O réveillon de Revelysson
Revelysson não estava bem naquela noite.
— Tou é piorado hoje… as porcaria que a gente come… — gemeu.
A mãe trouxera as crias para a periferia da grande cidade semanas antes. Moravam em um barraco encontrado abandonado. A mãe disse:
— Vai tê festa hoje dinoite no clube, Sonzin. Vô vê se ganho uns trocado lá, viu?
Sonzin tinha outra idéia: a rua das casas grandes com jardins e varandas. Passava pela rua todo dia e sonhava entrar em uma das casas, a de varanda maior. O povo da casa deve ir pra festa, essa a idéia.
Sonzin beirou o muro. Esperou os carros passarem apressados até não passarem mais. Esperou a noite acalmar a natureza, desligar os sons e apagar suas luzes. Então, saltou o muro, galgou a varanda e entrou na casa.

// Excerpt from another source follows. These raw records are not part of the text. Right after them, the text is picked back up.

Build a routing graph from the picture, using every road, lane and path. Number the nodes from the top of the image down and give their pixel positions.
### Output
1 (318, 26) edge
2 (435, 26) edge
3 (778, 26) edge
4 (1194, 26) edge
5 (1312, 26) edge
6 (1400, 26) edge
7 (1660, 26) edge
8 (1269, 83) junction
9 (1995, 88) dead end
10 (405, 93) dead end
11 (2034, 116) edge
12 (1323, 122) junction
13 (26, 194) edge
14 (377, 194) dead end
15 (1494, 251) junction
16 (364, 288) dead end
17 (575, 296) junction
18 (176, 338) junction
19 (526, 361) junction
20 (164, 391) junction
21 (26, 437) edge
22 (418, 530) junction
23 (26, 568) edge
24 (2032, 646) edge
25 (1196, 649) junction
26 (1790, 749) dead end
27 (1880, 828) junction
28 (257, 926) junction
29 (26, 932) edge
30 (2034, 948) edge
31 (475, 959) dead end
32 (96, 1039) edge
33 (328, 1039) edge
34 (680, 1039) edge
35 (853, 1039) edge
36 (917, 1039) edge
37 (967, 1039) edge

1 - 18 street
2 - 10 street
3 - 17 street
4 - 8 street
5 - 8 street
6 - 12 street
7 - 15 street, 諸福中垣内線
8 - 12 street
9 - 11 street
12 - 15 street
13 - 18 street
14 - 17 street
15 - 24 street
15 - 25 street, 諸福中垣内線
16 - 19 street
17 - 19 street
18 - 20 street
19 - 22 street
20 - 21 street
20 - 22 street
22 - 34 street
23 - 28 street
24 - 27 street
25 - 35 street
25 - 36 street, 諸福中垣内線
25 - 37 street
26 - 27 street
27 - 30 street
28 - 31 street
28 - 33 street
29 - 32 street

Fazia frio lá dentro. Era uma sala grande que deixava escapar, aqui e ali, brilhos fugazes das paredes e objetos até os olhos de Sonzin. Sofás e jarros. Quadros e janelas. Sonzin não estava bem. Mesmo assim andou por entre eles, em tudo reparando, em busca de tesouros.

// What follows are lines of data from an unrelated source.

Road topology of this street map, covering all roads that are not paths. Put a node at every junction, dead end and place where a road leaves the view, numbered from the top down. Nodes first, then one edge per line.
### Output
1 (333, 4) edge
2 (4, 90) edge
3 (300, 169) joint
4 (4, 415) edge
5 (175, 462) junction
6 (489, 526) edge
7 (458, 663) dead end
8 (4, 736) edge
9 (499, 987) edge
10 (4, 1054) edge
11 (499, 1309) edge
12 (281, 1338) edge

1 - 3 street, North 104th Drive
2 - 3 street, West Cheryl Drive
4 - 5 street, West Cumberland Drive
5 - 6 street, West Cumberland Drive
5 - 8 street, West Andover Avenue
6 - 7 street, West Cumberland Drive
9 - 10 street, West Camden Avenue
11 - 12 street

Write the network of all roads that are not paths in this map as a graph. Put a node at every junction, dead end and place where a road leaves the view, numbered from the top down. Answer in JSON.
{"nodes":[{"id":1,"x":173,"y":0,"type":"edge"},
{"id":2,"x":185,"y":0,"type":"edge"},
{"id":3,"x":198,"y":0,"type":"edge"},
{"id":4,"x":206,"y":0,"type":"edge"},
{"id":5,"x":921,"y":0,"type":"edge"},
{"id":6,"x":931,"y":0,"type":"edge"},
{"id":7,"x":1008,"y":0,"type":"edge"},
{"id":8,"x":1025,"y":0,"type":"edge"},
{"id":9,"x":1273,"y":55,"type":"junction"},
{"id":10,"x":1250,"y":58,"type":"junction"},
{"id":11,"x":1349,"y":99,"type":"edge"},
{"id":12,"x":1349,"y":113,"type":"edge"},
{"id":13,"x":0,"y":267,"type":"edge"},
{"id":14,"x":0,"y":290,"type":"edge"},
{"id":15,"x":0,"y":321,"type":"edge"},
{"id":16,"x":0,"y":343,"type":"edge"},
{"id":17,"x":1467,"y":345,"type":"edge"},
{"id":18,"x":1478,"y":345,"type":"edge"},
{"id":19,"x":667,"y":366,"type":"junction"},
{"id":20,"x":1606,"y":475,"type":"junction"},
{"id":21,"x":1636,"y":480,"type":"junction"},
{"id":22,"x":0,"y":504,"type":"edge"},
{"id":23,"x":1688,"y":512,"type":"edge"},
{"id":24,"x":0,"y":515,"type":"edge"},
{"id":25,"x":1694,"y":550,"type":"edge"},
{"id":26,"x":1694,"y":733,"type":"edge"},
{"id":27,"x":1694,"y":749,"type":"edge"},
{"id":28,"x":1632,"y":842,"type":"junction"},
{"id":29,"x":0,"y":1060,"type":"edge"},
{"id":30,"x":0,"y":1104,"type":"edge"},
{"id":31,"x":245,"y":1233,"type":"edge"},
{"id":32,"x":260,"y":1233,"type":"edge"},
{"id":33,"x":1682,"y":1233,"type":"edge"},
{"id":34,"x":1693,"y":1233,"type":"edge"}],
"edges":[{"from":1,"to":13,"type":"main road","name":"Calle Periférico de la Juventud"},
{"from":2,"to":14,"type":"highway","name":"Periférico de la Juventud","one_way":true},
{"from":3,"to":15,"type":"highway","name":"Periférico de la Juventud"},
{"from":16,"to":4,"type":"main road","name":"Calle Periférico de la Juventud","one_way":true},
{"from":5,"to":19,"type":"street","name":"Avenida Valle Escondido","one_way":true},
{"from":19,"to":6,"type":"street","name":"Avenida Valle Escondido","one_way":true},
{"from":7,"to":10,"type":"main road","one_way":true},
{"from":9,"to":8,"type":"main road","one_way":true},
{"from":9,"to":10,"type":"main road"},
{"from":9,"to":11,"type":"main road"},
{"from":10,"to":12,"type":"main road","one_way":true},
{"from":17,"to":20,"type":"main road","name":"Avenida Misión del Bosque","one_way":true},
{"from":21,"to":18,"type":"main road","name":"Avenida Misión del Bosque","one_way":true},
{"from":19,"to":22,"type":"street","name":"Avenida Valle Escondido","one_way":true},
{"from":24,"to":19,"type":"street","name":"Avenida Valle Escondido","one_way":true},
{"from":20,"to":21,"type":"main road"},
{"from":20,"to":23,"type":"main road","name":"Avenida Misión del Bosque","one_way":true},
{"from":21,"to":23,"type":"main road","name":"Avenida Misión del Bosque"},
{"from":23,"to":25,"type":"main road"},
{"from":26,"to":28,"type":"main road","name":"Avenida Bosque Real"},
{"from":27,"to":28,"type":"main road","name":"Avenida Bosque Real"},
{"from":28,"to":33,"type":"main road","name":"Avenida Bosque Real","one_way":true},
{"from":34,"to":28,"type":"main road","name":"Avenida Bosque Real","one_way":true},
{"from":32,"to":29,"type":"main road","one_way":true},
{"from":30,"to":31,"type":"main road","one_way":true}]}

Foi então que a fuzilaria começou. Um tiroteio ensurdecedor que clareava a sala em jatos de luz e cor. Apavorado, Sonzin correu para a varanda, saltou para o jardim, escalou o muro e caiu no mundo, deixando atrás de si, desde a sala, um rastro de merda.
Felícia
Jogou a mochila nas costas e partiu sem deixar bilhete. Amava e fora cruelmente traída. Outra coisa não podia fazer senão partir. Então, saiu de casa em um meio de tarde luminoso. Não procurava respostas na próxima esquina. Nem deixava aos pais um sopro que revelasse pista de sua dor. Sua irmã anunciara o casamento na noite anterior. Noite longa, que lhe pesou toneladas na alma turva. Bebeu todo amargor do silêncio dela e o veneno de seu olhar risonho. Morrera e matara mil vezes até o dia amanhecer, frio e indiferente. Ao bater a porta, instantes atrás, lembrou-se de ter lido em Proust que “para sofrer verdadeiramente por uma mulher, cumpre haver acreditado completamente nela”. Acreditara na irmã. Não ficaria para o casamento, não podia ficar. Logo seria noite.
O pensador
O que pensa esse homem, sentado em uma cadeira no playground do prédio desde as 11 da noite até agora, 3 da manhã, inquieto, a trocar constantemente de posição enquanto ajeita o cabelo, esfrega a barba, engole saliva e espera, sem tugir nem mugir, que, vindo do seu apartamento, atravesse aquele mesmo playground e parta, o homem que desde antes de ele chegar ao prédio ocupa o seu lugar na mesa, no sofá e na cama, ao lado e dentro de sua mulher?